I’ve seen quite a few videos talking about different motorcycle engine architectures (?) and their pros/cons and comparissons between them.
The general idea I’ve gathered so far is that moving from 1 to more cylinders, you lose low-end torque but gain top speed, and I assume high-end torque as well.
I haven’t come across any video explaining how the cylinders play their part in this. Why wouldn’t more cylinders equate to more torque across the whole range? Is my main premise wrong?
Note, I’m talking mainly about the “typical” engines, without V or any other weird angles, but feel free to educate me about that as well if you think it’s easily digestable.
In: Engineering
Torque is cylinder gas pressure divided by cylinder surface area and multiplied by the crank offset (rod journal to main journal distance), with some scaling for angular misalignment in time (liner reciprocating piston versus axially rotating crankshaft means force alignment changes constantly).
More cylinders means more weight on the rotating assembly and the torque force is identical (assuming same piston as before, just adding more of them). However, at higher RPM you have twice as many combustion strokes per rotation, which means more power.

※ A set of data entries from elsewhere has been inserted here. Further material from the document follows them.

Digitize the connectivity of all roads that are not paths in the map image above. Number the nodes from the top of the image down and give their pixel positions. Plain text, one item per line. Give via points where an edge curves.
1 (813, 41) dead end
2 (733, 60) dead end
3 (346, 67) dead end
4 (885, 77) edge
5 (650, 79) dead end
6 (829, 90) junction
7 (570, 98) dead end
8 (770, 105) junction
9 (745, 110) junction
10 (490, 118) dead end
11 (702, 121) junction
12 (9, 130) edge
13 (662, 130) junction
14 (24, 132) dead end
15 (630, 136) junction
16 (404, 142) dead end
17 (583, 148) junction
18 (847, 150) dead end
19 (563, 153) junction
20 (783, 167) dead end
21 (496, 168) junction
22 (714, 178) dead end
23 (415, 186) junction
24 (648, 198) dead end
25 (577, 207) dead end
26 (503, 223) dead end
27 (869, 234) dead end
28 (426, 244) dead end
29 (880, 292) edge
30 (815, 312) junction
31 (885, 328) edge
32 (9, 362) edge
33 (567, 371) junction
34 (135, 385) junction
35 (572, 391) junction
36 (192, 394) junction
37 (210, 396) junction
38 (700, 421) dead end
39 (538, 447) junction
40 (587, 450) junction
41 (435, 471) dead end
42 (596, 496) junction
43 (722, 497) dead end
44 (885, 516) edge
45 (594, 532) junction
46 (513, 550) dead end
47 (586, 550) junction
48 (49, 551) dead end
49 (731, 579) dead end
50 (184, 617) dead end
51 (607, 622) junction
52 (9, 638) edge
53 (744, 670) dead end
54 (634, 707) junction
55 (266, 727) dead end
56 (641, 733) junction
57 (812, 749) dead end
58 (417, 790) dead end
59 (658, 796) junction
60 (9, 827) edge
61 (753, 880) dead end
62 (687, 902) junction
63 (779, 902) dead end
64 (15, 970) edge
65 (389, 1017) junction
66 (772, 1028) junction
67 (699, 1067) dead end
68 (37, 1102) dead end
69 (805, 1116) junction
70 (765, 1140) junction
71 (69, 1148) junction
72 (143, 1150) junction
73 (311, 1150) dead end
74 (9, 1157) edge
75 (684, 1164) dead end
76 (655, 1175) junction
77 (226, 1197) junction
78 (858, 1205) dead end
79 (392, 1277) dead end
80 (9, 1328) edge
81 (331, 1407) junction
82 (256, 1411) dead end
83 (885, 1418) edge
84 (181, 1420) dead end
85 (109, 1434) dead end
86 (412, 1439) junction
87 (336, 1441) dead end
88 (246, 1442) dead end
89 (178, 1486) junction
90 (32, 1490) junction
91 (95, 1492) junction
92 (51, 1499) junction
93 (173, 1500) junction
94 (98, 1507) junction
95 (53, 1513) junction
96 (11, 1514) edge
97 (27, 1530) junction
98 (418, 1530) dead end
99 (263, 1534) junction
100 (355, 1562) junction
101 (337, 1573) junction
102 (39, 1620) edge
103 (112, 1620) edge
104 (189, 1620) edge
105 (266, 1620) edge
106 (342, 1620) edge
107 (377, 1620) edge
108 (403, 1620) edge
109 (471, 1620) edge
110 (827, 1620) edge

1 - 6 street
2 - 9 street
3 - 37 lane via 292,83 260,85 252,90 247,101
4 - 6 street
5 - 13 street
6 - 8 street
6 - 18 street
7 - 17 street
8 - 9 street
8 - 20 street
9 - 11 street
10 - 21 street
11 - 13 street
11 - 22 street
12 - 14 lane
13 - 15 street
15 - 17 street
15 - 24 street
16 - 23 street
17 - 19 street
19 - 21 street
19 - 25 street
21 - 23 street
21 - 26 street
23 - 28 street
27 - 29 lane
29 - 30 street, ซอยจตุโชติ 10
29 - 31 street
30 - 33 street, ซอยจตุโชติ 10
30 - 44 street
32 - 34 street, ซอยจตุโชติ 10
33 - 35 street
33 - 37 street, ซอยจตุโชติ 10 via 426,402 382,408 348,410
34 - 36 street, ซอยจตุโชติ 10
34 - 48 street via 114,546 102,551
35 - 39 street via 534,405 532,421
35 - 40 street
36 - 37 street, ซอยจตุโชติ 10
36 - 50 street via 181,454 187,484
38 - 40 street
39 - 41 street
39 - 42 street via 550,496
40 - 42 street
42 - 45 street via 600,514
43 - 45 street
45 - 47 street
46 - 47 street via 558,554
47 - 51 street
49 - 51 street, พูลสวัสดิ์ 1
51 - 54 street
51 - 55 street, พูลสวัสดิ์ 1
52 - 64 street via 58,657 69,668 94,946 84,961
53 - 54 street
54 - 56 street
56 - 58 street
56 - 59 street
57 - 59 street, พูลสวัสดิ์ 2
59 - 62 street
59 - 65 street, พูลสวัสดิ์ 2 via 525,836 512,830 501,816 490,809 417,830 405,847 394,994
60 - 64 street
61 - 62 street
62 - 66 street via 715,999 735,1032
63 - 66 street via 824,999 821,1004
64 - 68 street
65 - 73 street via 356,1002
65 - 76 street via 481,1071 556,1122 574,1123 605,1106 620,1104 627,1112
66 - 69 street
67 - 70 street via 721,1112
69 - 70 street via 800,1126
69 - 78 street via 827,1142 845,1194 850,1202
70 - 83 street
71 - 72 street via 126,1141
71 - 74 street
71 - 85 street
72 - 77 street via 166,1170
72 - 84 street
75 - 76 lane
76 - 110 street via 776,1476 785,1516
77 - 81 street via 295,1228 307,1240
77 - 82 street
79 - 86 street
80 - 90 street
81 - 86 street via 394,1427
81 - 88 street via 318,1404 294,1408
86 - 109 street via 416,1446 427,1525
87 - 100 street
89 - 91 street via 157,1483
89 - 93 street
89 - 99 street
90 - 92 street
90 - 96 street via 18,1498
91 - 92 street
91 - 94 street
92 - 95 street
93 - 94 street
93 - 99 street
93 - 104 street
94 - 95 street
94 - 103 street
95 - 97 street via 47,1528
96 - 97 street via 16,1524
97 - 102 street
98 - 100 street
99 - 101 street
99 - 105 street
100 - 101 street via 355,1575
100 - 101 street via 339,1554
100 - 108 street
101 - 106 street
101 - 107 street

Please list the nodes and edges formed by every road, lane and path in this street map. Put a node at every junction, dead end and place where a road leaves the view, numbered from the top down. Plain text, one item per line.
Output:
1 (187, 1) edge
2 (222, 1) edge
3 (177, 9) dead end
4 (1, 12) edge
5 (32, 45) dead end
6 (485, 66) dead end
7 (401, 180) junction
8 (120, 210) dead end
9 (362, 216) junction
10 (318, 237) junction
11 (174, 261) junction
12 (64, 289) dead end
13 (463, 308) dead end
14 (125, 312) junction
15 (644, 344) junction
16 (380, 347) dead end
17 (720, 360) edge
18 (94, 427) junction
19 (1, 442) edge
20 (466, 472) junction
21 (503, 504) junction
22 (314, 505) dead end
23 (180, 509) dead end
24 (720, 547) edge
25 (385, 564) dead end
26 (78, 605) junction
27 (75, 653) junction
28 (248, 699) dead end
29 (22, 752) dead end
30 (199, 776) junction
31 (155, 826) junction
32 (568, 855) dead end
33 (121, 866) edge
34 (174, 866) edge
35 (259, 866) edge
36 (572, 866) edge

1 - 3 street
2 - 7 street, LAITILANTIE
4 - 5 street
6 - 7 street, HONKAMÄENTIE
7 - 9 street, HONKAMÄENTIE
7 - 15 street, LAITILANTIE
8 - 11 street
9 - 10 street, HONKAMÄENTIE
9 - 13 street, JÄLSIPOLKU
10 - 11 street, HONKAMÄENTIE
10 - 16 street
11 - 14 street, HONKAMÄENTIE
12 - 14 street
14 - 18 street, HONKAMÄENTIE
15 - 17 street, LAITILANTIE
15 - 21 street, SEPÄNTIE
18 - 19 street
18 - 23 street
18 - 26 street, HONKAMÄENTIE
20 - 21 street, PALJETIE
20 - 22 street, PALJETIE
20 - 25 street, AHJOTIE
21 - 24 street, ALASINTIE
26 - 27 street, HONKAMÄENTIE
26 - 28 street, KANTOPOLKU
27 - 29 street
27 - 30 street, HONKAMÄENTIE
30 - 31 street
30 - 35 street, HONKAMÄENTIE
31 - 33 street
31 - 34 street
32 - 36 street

At low RPM you have a single piston now turning a larger crank with the added weight of another piston’s compression stroke added to it. It means less torque per piston.
You can tweak things like V angle, cylinder count, firing order, etc. to tailor your engine to the application, and automotive engineers have done a great job of that. But the answer to your question is that typically only one piston is firing at a time in a motorcycle engine and that means the pistons that aren’t firing are either exhausting combustion gas, or compressing inlet fuel/air charge. That means some of the torque from the piston currently firing is being used to perform work that *isn’t* simply rotating the output.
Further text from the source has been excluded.